◆ What is being asked ◆
Would you copy each line of the data below that has "Kanuni"?

Collected data
☆ ☆ ☆ ☆ ☆
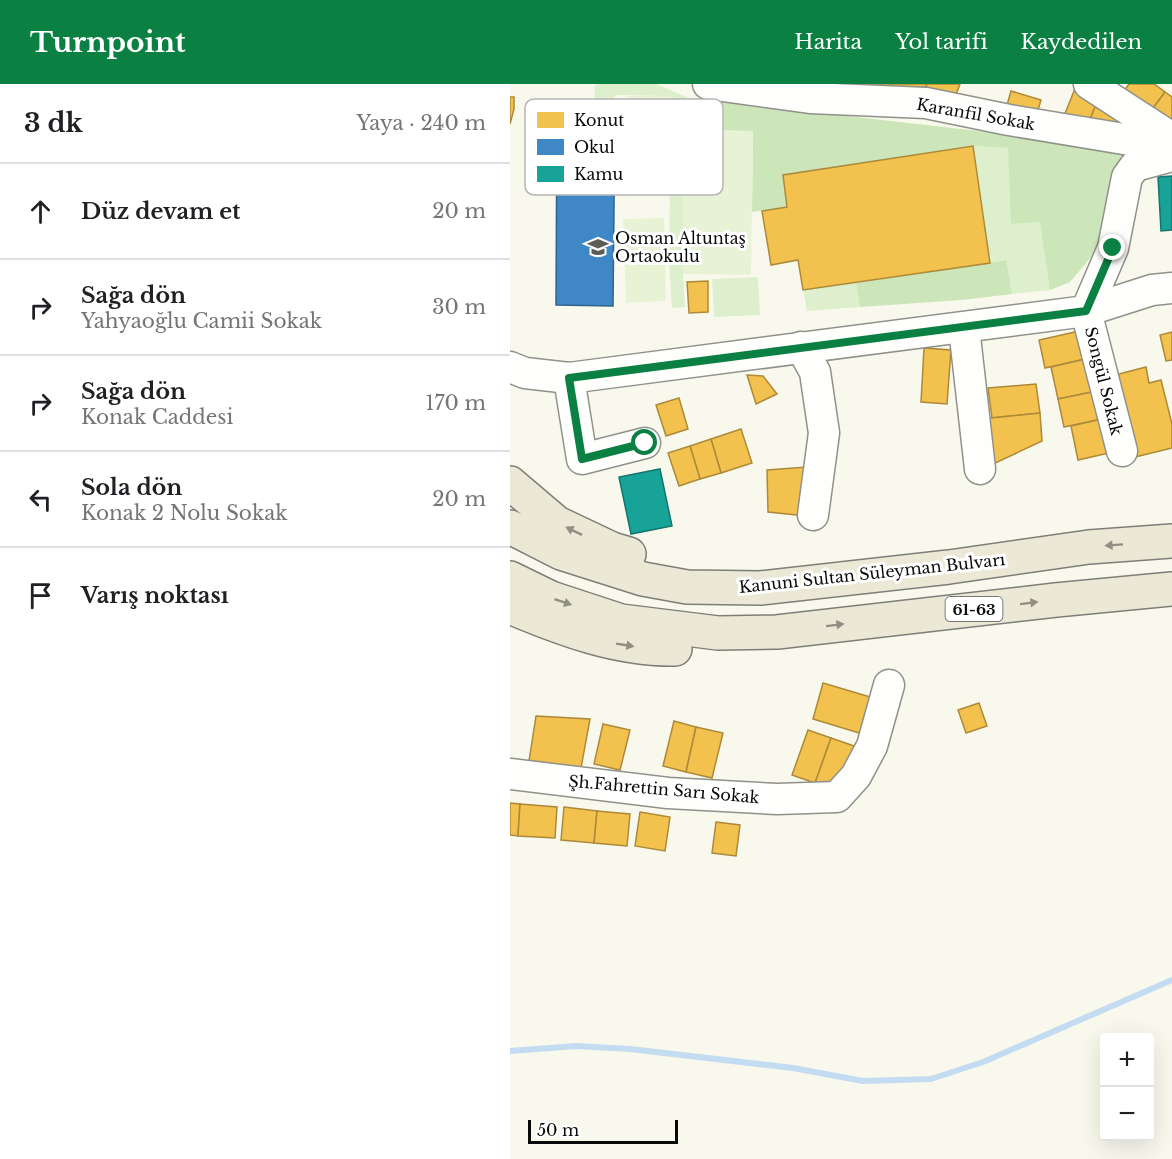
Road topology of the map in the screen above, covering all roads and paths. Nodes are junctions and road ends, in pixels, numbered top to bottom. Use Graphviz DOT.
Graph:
graph roads {
  1 [pos="708,84"];
  2 [pos="1089,84"];
  3 [pos="1172,138"];
  4 [pos="1172,147"];
  5 [pos="1172,156"];
  6 [pos="1172,288"];
  7 [pos="1086,311"];
  8 [pos="964,328"];
  9 [pos="801,347"];
  10 [pos="510,367"];
  11 [pos="569,378"];
  12 [pos="645,443"];
  13 [pos="1122,451"];
  14 [pos="980,469"];
  15 [pos="510,483"];
  16 [pos="813,515"];
  17 [pos="510,527"];
  18 [pos="1172,541"];
  19 [pos="510,578"];
  20 [pos="814,582"];
  21 [pos="1172,589"];
  22 [pos="510,607"];
  23 [pos="777,632"];
  24 [pos="889,685"];
  25 [pos="510,774"];
  1 -- 4 [label="street, Karanfil Sokak"];
  2 -- 3 [label="street"];
  5 -- 7 [label="street"];
  6 -- 7 [label="street"];
  7 -- 8 [label="street"];
  7 -- 13 [label="street, Songül Sokak"];
  8 -- 9 [label="street"];
  8 -- 14 [label="street"];
  9 -- 11 [label="street"];
  9 -- 16 [label="street"];
  10 -- 11 [label="street"];
  11 -- 12 [label="street"];
  20 -- 15 [label="main road, one-way"];
  17 -- 20 [label="main road, Kanuni Sultan Süleyman Bulvarı"];
  18 -- 20 [label="main road, Kanuni Sultan Süleyman Bulvarı, one-way"];
  19 -- 23 [label="main road, 61-63, one-way"];
  23 -- 21 [label="main road, 61-63, one-way"];
  22 -- 23 [label="main road, 61-63, one-way"];
  24 -- 25 [label="street, Şh.Fahrettin Sarı Sokak"];
}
☆ ☆ ☆ ☆ ☆
◆ Solved problem ◆
  17 -- 20 [label="main road, Kanuni Sultan Süleyman Bulvarı"];
  18 -- 20 [label="main road, Kanuni Sultan Süleyman Bulvarı, one-way"];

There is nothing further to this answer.